# EXERCISE OBJECTIVE:
Starting at the top line, return each entry word for word.

[Collected data entries]
################

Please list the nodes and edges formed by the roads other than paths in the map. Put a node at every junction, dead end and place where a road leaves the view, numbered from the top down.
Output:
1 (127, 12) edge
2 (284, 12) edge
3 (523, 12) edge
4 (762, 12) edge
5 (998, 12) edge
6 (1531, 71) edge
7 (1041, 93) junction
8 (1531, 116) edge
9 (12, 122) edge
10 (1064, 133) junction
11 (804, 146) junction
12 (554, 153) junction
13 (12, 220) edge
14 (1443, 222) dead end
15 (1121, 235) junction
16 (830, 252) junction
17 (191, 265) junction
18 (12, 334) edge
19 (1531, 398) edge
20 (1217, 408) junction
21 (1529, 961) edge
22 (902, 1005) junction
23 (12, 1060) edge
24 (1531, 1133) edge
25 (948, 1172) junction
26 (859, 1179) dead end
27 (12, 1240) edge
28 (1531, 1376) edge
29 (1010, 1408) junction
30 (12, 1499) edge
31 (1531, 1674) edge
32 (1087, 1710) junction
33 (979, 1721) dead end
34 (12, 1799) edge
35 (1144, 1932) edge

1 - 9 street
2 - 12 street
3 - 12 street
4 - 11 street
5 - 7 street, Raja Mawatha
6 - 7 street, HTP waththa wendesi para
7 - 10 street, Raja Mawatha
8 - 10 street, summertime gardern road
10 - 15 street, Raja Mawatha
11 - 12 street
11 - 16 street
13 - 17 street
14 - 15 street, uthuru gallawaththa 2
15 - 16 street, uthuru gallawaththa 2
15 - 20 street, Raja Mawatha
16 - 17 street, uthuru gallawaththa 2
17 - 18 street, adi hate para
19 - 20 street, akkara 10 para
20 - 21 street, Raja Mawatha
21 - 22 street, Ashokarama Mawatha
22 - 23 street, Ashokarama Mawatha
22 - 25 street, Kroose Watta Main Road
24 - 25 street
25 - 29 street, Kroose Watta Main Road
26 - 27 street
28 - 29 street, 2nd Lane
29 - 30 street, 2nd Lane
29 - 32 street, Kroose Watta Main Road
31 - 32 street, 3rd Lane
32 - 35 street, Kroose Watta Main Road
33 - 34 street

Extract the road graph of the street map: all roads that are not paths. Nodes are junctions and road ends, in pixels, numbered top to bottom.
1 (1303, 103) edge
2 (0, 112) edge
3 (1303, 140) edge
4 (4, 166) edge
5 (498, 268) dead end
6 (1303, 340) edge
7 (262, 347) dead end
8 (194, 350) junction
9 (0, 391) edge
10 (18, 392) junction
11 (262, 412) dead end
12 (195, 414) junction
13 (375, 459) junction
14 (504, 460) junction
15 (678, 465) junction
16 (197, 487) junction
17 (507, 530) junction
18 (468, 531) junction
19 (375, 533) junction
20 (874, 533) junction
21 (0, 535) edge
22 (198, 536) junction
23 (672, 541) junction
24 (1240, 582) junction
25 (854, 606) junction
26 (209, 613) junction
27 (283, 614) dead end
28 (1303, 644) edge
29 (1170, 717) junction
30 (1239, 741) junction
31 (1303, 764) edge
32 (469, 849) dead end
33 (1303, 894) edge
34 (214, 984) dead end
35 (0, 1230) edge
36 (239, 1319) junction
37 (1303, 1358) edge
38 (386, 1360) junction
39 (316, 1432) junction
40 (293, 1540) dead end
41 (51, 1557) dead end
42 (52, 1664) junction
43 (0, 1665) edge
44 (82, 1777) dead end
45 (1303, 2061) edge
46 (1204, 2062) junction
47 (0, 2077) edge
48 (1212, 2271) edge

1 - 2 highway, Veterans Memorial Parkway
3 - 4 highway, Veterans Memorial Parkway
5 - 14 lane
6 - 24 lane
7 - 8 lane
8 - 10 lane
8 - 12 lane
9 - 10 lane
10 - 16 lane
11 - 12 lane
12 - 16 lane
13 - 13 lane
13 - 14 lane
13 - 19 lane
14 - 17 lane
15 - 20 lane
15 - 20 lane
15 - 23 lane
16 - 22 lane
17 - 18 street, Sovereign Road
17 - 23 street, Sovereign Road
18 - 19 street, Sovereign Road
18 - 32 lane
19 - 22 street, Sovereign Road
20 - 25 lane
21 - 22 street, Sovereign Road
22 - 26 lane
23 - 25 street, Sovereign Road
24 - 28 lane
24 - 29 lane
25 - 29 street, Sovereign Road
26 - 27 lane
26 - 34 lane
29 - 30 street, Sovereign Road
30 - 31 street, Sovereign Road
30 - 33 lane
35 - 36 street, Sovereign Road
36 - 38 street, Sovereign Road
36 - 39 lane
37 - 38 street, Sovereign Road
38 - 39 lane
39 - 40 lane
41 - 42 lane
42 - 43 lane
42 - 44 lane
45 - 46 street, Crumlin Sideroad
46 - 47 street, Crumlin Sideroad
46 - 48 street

################

# SOLUTION FOR THIS EXERCISE:
Please list the nodes and edges formed by the roads other than paths in the map. Put a node at every junction, dead end and place where a road leaves the view, numbered from the top down.
Output:
1 (127, 12) edge
2 (284, 12) edge
3 (523, 12) edge
4 (762, 12) edge
5 (998, 12) edge
6 (1531, 71) edge
7 (1041, 93) junction
8 (1531, 116) edge
9 (12, 122) edge
10 (1064, 133) junction
11 (804, 146) junction
12 (554, 153) junction
13 (12, 220) edge
14 (1443, 222) dead end
15 (1121, 235) junction
16 (830, 252) junction
17 (191, 265) junction
18 (12, 334) edge
19 (1531, 398) edge
20 (1217, 408) junction
21 (1529, 961) edge
22 (902, 1005) junction
23 (12, 1060) edge
24 (1531, 1133) edge
25 (948, 1172) junction
26 (859, 1179) dead end
27 (12, 1240) edge
28 (1531, 1376) edge
29 (1010, 1408) junction
30 (12, 1499) edge
31 (1531, 1674) edge
32 (1087, 1710) junction
33 (979, 1721) dead end
34 (12, 1799) edge
35 (1144, 1932) edge

1 - 9 street
2 - 12 street
3 - 12 street
4 - 11 street
5 - 7 street, Raja Mawatha
6 - 7 street, HTP waththa wendesi para
7 - 10 street, Raja Mawatha
8 - 10 street, summertime gardern road
10 - 15 street, Raja Mawatha
11 - 12 street
11 - 16 street
13 - 17 street
14 - 15 street, uthuru gallawaththa 2
15 - 16 street, uthuru gallawaththa 2
15 - 20 street, Raja Mawatha
16 - 17 street, uthuru gallawaththa 2
17 - 18 street, adi hate para
19 - 20 street, akkara 10 para
20 - 21 street, Raja Mawatha
21 - 22 street, Ashokarama Mawatha
22 - 23 street, Ashokarama Mawatha
22 - 25 street, Kroose Watta Main Road
24 - 25 street
25 - 29 street, Kroose Watta Main Road
26 - 27 street
28 - 29 street, 2nd Lane
29 - 30 street, 2nd Lane
29 - 32 street, Kroose Watta Main Road
31 - 32 street, 3rd Lane
32 - 35 street, Kroose Watta Main Road
33 - 34 street

Extract the road graph of the street map: all roads that are not paths. Nodes are junctions and road ends, in pixels, numbered top to bottom.
1 (1303, 103) edge
2 (0, 112) edge
3 (1303, 140) edge
4 (4, 166) edge
5 (498, 268) dead end
6 (1303, 340) edge
7 (262, 347) dead end
8 (194, 350) junction
9 (0, 391) edge
10 (18, 392) junction
11 (262, 412) dead end
12 (195, 414) junction
13 (375, 459) junction
14 (504, 460) junction
15 (678, 465) junction
16 (197, 487) junction
17 (507, 530) junction
18 (468, 531) junction
19 (375, 533) junction
20 (874, 533) junction
21 (0, 535) edge
22 (198, 536) junction
23 (672, 541) junction
24 (1240, 582) junction
25 (854, 606) junction
26 (209, 613) junction
27 (283, 614) dead end
28 (1303, 644) edge
29 (1170, 717) junction
30 (1239, 741) junction
31 (1303, 764) edge
32 (469, 849) dead end
33 (1303, 894) edge
34 (214, 984) dead end
35 (0, 1230) edge
36 (239, 1319) junction
37 (1303, 1358) edge
38 (386, 1360) junction
39 (316, 1432) junction
40 (293, 1540) dead end
41 (51, 1557) dead end
42 (52, 1664) junction
43 (0, 1665) edge
44 (82, 1777) dead end
45 (1303, 2061) edge
46 (1204, 2062) junction
47 (0, 2077) edge
48 (1212, 2271) edge

1 - 2 highway, Veterans Memorial Parkway
3 - 4 highway, Veterans Memorial Parkway
5 - 14 lane
6 - 24 lane
7 - 8 lane
8 - 10 lane
8 - 12 lane
9 - 10 lane
10 - 16 lane
11 - 12 lane
12 - 16 lane
13 - 13 lane
13 - 14 lane
13 - 19 lane
14 - 17 lane
15 - 20 lane
15 - 20 lane
15 - 23 lane
16 - 22 lane
17 - 18 street, Sovereign Road
17 - 23 street, Sovereign Road
18 - 19 street, Sovereign Road
18 - 32 lane
19 - 22 street, Sovereign Road
20 - 25 lane
21 - 22 street, Sovereign Road
22 - 26 lane
23 - 25 street, Sovereign Road
24 - 28 lane
24 - 29 lane
25 - 29 street, Sovereign Road
26 - 27 lane
26 - 34 lane
29 - 30 street, Sovereign Road
30 - 31 street, Sovereign Road
30 - 33 lane
35 - 36 street, Sovereign Road
36 - 38 street, Sovereign Road
36 - 39 lane
37 - 38 street, Sovereign Road
38 - 39 lane
39 - 40 lane
41 - 42 lane
42 - 43 lane
42 - 44 lane
45 - 46 street, Crumlin Sideroad
46 - 47 street, Crumlin Sideroad
46 - 48 street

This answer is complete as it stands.